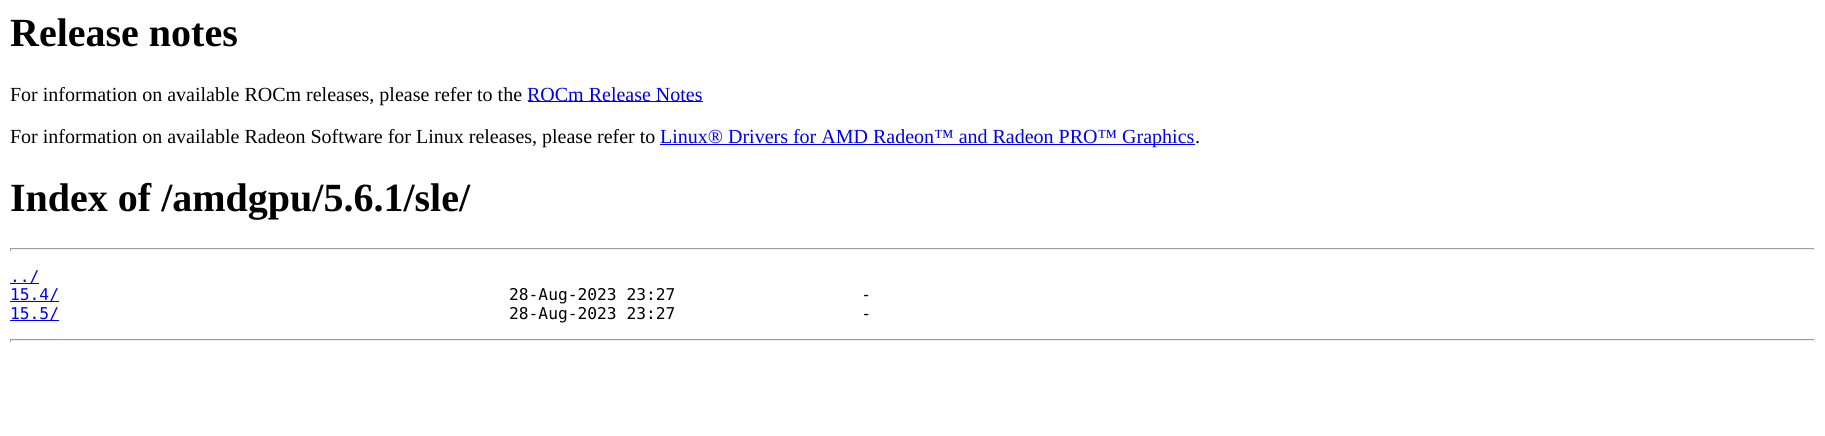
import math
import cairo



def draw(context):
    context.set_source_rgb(1, 1, 1)
    context.paint()
    context.set_source_rgb(0, 0, 238 / 255)
    context.rectangle(528, 101, 175, 1)
    context.fill()
    context.rectangle(660, 144, 535, 1)
    context.fill()
    context.set_source_rgb(159 / 255, 159 / 255, 159 / 255)
    context.rectangle(10, 248, 1805, 1)
    context.fill()
    context.set_source_rgb(238 / 255, 238 / 255, 238 / 255)
    context.rectangle(1814, 248, 1, 3)
    context.fill()
    context.rectangle(10, 249, 1805, 1)
    context.fill()
    context.set_source_rgb(159 / 255, 159 / 255, 159 / 255)
    context.rectangle(10, 248, 1, 3)
    context.fill()
    context.set_source_rgb(0, 0, 238 / 255)
    context.rectangle(10, 283, 29, 1)
    context.fill()
    context.rectangle(10, 301, 49, 1)
    context.fill()
    context.rectangle(10, 320, 49, 1)
    context.fill()
    context.set_source_rgb(159 / 255, 159 / 255, 159 / 255)
    context.rectangle(10, 339, 1805, 1)
    context.fill()
    context.set_source_rgb(238 / 255, 238 / 255, 238 / 255)
    context.rectangle(1814, 339, 1, 3)
    context.fill()
    context.rectangle(10, 340, 1805, 1)
    context.fill()
    context.set_source_rgb(159 / 255, 159 / 255, 159 / 255)
    context.rectangle(10, 339, 1, 3)
    context.fill()
    context.select_font_face("Liberation Serif", cairo.FontSlant.NORMAL, cairo.FontWeight.BOLD)
    context.set_font_size(40)
    context.set_source_rgb(0, 0, 0)
    context.move_to(10, 46)
    context.show_text("Release notes")
    context.select_font_face("Liberation Serif")
    context.set_font_size(20)
    context.move_to(10, 101)
    context.show_text("For information on available ROCm releases, please refer to the")
    context.set_source_rgb(0, 0, 238 / 255)
    context.move_to(527, 101)
    context.show_text("ROCm Release Notes")
    context.set_source_rgb(0, 0, 0)
    context.move_to(10, 143)
    context.show_text("For information on available Radeon Software for Linux releases, please refer to")
    context.set_source_rgb(0, 0, 238 / 255)
    context.move_to(660, 143)
    context.show_text("Linux® Drivers for AMD Radeon™ and Radeon PRO™ Graphics")
    context.set_source_rgb(0, 0, 0)
    context.move_to(1195, 143)
    context.show_text(".")
    context.select_font_face("Liberation Serif", cairo.FontSlant.NORMAL, cairo.FontWeight.BOLD)
    context.set_font_size(40)
    context.move_to(10, 211)
    context.show_text("Index of /amdgpu/5.6.1/sle/")
    context.select_font_face("DejaVu Sans Mono")
    context.set_font_size(16.25)
    context.set_source_rgb(0, 0, 238 / 255)
    context.move_to(10, 282)
    context.show_text("../")
    context.move_to(10, 300)
    context.show_text("15.4/")
    context.set_source_rgb(0, 0, 0)
    context.move_to(509, 300)
    context.show_text("28-Aug-2023 23:27                   -")
    context.set_source_rgb(0, 0, 238 / 255)
    context.move_to(10, 319)
    context.show_text("15.5/")
    context.set_source_rgb(0, 0, 0)
    context.move_to(509, 319)
    context.show_text("28-Aug-2023 23:27                   -")


surface = cairo.ImageSurface(cairo.Format.RGB24, 1825, 436)
context = cairo.Context(surface)
options = cairo.FontOptions()
options.set_hint_metrics(cairo.HintMetrics.OFF)
options.set_hint_style(cairo.HintStyle.NONE)
context.set_font_options(options)
context.set_miter_limit(4)
draw(context)
surface.write_to_png("out.png")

▬▬▬▬▬▬▬▬▬▬

- **INSTRUCTIONS TO FOLLOW**:
Take the lines from the start of the listing above through the line with "context.move_to(10, 101)", both ends included, and copy them exactly, leaving the pictures behind.

- **RESULT**:
import math
import cairo



def draw(context):
    context.set_source_rgb(1, 1, 1)
    context.paint()
    context.set_source_rgb(0, 0, 238 / 255)
    context.rectangle(528, 101, 175, 1)
    context.fill()
    context.rectangle(660, 144, 535, 1)
    context.fill()
    context.set_source_rgb(159 / 255, 159 / 255, 159 / 255)
    context.rectangle(10, 248, 1805, 1)
    context.fill()
    context.set_source_rgb(238 / 255, 238 / 255, 238 / 255)
    context.rectangle(1814, 248, 1, 3)
    context.fill()
    context.rectangle(10, 249, 1805, 1)
    context.fill()
    context.set_source_rgb(159 / 255, 159 / 255, 159 / 255)
    context.rectangle(10, 248, 1, 3)
    context.fill()
    context.set_source_rgb(0, 0, 238 / 255)
    context.rectangle(10, 283, 29, 1)
    context.fill()
    context.rectangle(10, 301, 49, 1)
    context.fill()
    context.rectangle(10, 320, 49, 1)
    context.fill()
    context.set_source_rgb(159 / 255, 159 / 255, 159 / 255)
    context.rectangle(10, 339, 1805, 1)
    context.fill()
    context.set_source_rgb(238 / 255, 238 / 255, 238 / 255)
    context.rectangle(1814, 339, 1, 3)
    context.fill()
    context.rectangle(10, 340, 1805, 1)
    context.fill()
    context.set_source_rgb(159 / 255, 159 / 255, 159 / 255)
    context.rectangle(10, 339, 1, 3)
    context.fill()
    context.select_font_face("Liberation Serif", cairo.FontSlant.NORMAL, cairo.FontWeight.BOLD)
    context.set_font_size(40)
    context.set_source_rgb(0, 0, 0)
    context.move_to(10, 46)
    context.show_text("Release notes")
    context.select_font_face("Liberation Serif")
    context.set_font_size(20)
    context.move_to(10, 101)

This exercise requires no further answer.